The difference showed up in the book. Recovery target management worked. AAPL was the clean example: a carryover position, not a fresh idea, with a target reset to a realistic profit above entry instead of blindly demanding the old objective. When the tape gave the exit, Onyx took it. That is exactly how the no-loss rule is supposed to work in practice. You do not pretend trapped capital is free, but you also do not ask the market for a heroic recovery when a smaller profitable exit is available.
NVDA worked too, but for a different reason. It was the clean fresh-risk example: planned, limited, tied to the tape, and exited above entry. That matters because the answer is not "never trade after macro." The answer is that fresh risk has to earn its way into the book after macro, especially when recovery positions are already using attention and capital.
The problem was what happened after the morning strength started to fade. AMD and TSLA were approved fresh-risk names, and both became recovery holds by the close. That does not mean the executor failed. It means the desk posture was too willing to treat the day as ordinary risk-on after a macro event that deserved more suspicion. The same dashboard regime that described a bullish tape did not ask whether the move was broad enough, durable enough, or clean enough to justify adding more exposure.

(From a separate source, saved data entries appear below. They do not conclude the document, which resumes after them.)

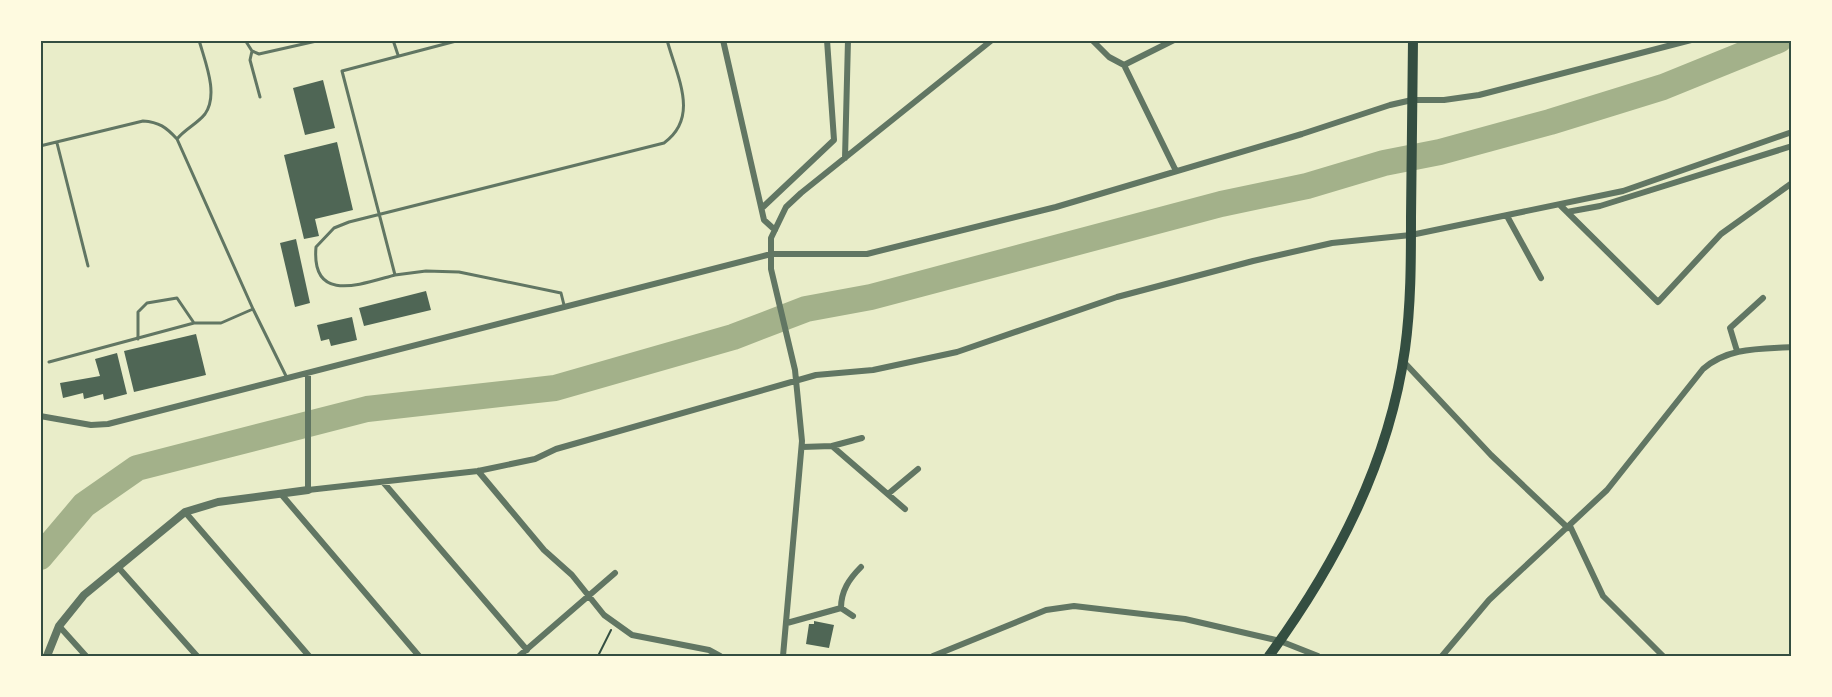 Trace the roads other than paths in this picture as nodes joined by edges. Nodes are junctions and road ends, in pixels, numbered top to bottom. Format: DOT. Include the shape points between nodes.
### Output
graph roads {
  1 [pos="200,40"];
  2 [pos="245,40"];
  3 [pos="321,40"];
  4 [pos="393,40"];
  5 [pos="460,40"];
  6 [pos="668,40"];
  7 [pos="723,40"];
  8 [pos="826,40"];
  9 [pos="848,40"];
  10 [pos="992,40"];
  11 [pos="1092,40"];
  12 [pos="1174,40"];
  13 [pos="1413,40"];
  14 [pos="1691,40"];
  15 [pos="252,51"];
  16 [pos="398,55"];
  17 [pos="1124,65"];
  18 [pos="260,97"];
  19 [pos="1412,105"];
  20 [pos="1791,132"];
  21 [pos="177,139"];
  22 [pos="57,142"];
  23 [pos="40,146"];
  24 [pos="1791,146"];
  25 [pos="845,158"];
  26 [pos="1176,171"];
  27 [pos="1791,183"];
  28 [pos="1560,205"];
  29 [pos="762,208"];
  30 [pos="1567,212"];
  31 [pos="380,214"];
  32 [pos="1508,216"];
  33 [pos="775,230"];
  34 [pos="1411,233"];
  35 [pos="771,254"];
  36 [pos="88,266"];
  37 [pos="395,275"];
  38 [pos="1541,278"];
  39 [pos="1763,298"];
  40 [pos="565,307"];
  41 [pos="253,309"];
  42 [pos="194,323"];
  43 [pos="138,339"];
  44 [pos="1791,347"];
  45 [pos="1737,351"];
  46 [pos="1403,361"];
  47 [pos="49,362"];
  48 [pos="308,373"];
  49 [pos="287,378"];
  50 [pos="797,382"];
  51 [pos="40,416"];
  52 [pos="862,438"];
  53 [pos="832,446"];
  54 [pos="802,447"];
  55 [pos="918,469"];
  56 [pos="478,471"];
  57 [pos="383,482"];
  58 [pos="308,490"];
  59 [pos="281,494"];
  60 [pos="888,494"];
  61 [pos="905,509"];
  62 [pos="185,512"];
  63 [pos="1569,527"];
  64 [pos="118,567"];
  65 [pos="861,567"];
  66 [pos="615,573"];
  67 [pos="589,596"];
  68 [pos="841,608"];
  69 [pos="853,616"];
  70 [pos="787,623"];
  71 [pos="58,626"];
  72 [pos="1280,641"];
  73 [pos="527,650"];
  74 [pos="47,657"];
  75 [pos="86,657"];
  76 [pos="197,657"];
  77 [pos="309,657"];
  78 [pos="418,657"];
  79 [pos="519,657"];
  80 [pos="720,657"];
  81 [pos="783,657"];
  82 [pos="933,657"];
  83 [pos="1269,657"];
  84 [pos="1317,657"];
  85 [pos="1442,657"];
  86 [pos="1663,657"];
  1 -- 21 [label="lane" via="211,99 206,112"];
  2 -- 15 [label="lane"];
  3 -- 15 [label="lane" via="270,53"];
  4 -- 16 [label="lane"];
  5 -- 16 [label="lane"];
  6 -- 31 [label="lane" via="685,108 680,129 664,143"];
  7 -- 29 [label="street"];
  8 -- 29 [label="street" via="834,140"];
  9 -- 25 [label="street"];
  10 -- 25 [label="street"];
  11 -- 17 [label="street"];
  12 -- 17 [label="street"];
  13 -- 19 [label="highway"];
  14 -- 19 [label="street" via="1479,95"];
  15 -- 18 [label="lane" via="250,60"];
  16 -- 31 [label="lane" via="342,71"];
  17 -- 26 [label="street"];
  19 -- 26 [label="street"];
  19 -- 34 [label="highway"];
  20 -- 28 [label="street" via="1623,191"];
  21 -- 22 [label="lane" via="157,122 143,121"];
  21 -- 41 [label="lane"];
  22 -- 23 [label="lane"];
  22 -- 36 [label="lane"];
  24 -- 30 [label="street" via="1600,206"];
  25 -- 33 [label="street" via="786,207"];
  26 -- 35 [label="street" via="1056,207 867,254"];
  27 -- 30 [label="street" via="1721,234 1658,302"];
  28 -- 30 [label="street"];
  28 -- 32 [label="street"];
  29 -- 33 [label="street" via="764,220"];
  31 -- 37 [label="lane"];
  31 -- 37 [label="lane" via="342,225 322,238 315,255 320,275 337,288"];
  32 -- 34 [label="street"];
  32 -- 38 [label="street"];
  33 -- 35 [label="street"];
  34 -- 46 [label="highway"];
  34 -- 50 [label="street" via="1332,243 1253,261 1116,297 957,352 873,370 816,375"];
  35 -- 40 [label="street"];
  35 -- 50 [label="street"];
  37 -- 40 [label="lane" via="459,272 561,293"];
  39 -- 45 [label="street" via="1730,328"];
  40 -- 48 [label="street"];
  41 -- 42 [label="lane" via="221,323"];
  41 -- 49 [label="lane"];
  42 -- 43 [label="lane"];
  42 -- 43 [label="lane" via="177,298 147,303 138,312"];
  43 -- 47 [label="lane"];
  44 -- 45 [label="street"];
  45 -- 63 [label="street" via="1703,369 1607,490"];
  46 -- 63 [label="street" via="1476,440"];
  46 -- 72 [label="highway" via="1390,424 1366,492 1322,579"];
  48 -- 49 [label="street"];
  48 -- 58 [label="street"];
  49 -- 51 [label="street" via="108,424"];
  50 -- 54 [label="street"];
  50 -- 56 [label="street" via="567,446 535,459"];
  52 -- 53 [label="street"];
  53 -- 54 [label="street"];
  53 -- 60 [label="street"];
  54 -- 70 [label="street" via="790,551"];
  55 -- 60 [label="street"];
  56 -- 57 [label="street"];
  56 -- 67 [label="street" via="544,550"];
  57 -- 58 [label="street"];
  57 -- 73 [label="street"];
  58 -- 59 [label="street"];
  59 -- 62 [label="street" via="218,502"];
  59 -- 78 [label="street"];
  60 -- 61 [label="street"];
  62 -- 64 [label="street"];
  62 -- 77 [label="street"];
  63 -- 85 [label="street" via="1489,600"];
  63 -- 86 [label="street" via="1603,596"];
  64 -- 71 [label="street" via="84,595"];
  64 -- 76 [label="street"];
  65 -- 68 [label="street" via="849,579"];
  66 -- 67 [label="street"];
  67 -- 73 [label="street"];
  67 -- 80 [label="street" via="604,615 632,634 709,650"];
  68 -- 69 [label="street"];
  68 -- 70 [label="street"];
  70 -- 81 [label="street"];
  71 -- 74 [label="street"];
  71 -- 75 [label="street"];
  72 -- 82 [label="street" via="1185,619 1074,606 1037,614"];
  72 -- 83 [label="highway"];
  72 -- 84 [label="street"];
  73 -- 79 [label="street"];
}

AMZN and GOOGL made the lesson harder to ignore. They were already recovery names. Their targets were above entry and more realistic than the old carry-forward targets, but the market did not help. In a no-loss system, existing underwater positions are not background noise. They are the first part of the next plan. When that recovery book is already heavy, every new entry should face a higher bar because every new entry can become another hold.
So the rule coming out of the day is simple: after a hot macro print, BULL should be provisional. Not ignored. Not faded automatically. Provisional.
The desk needs a harder question before approving fresh entries: are we still allowed to add risk, or are we target-management-only until the first hour proves durable? That question should not live only in the notes. Known risk cannot sit quietly in prose while the executor reads a green regime label. Hot macro needs a desk alert. Recovery exposure needs to throttle fresh deployment. The plan should say whether the morning is full-risk, selective-risk, or target-management-only.
This is not a bearish lesson. It is a precision lesson. Bullish tapes are real. They can produce good trades. But context changes what bullish means. A post-CPI rally with existing recovery positions is not the same as a clean risk-on morning with an empty book.
A regime label describes the tape. It does not approve the trade.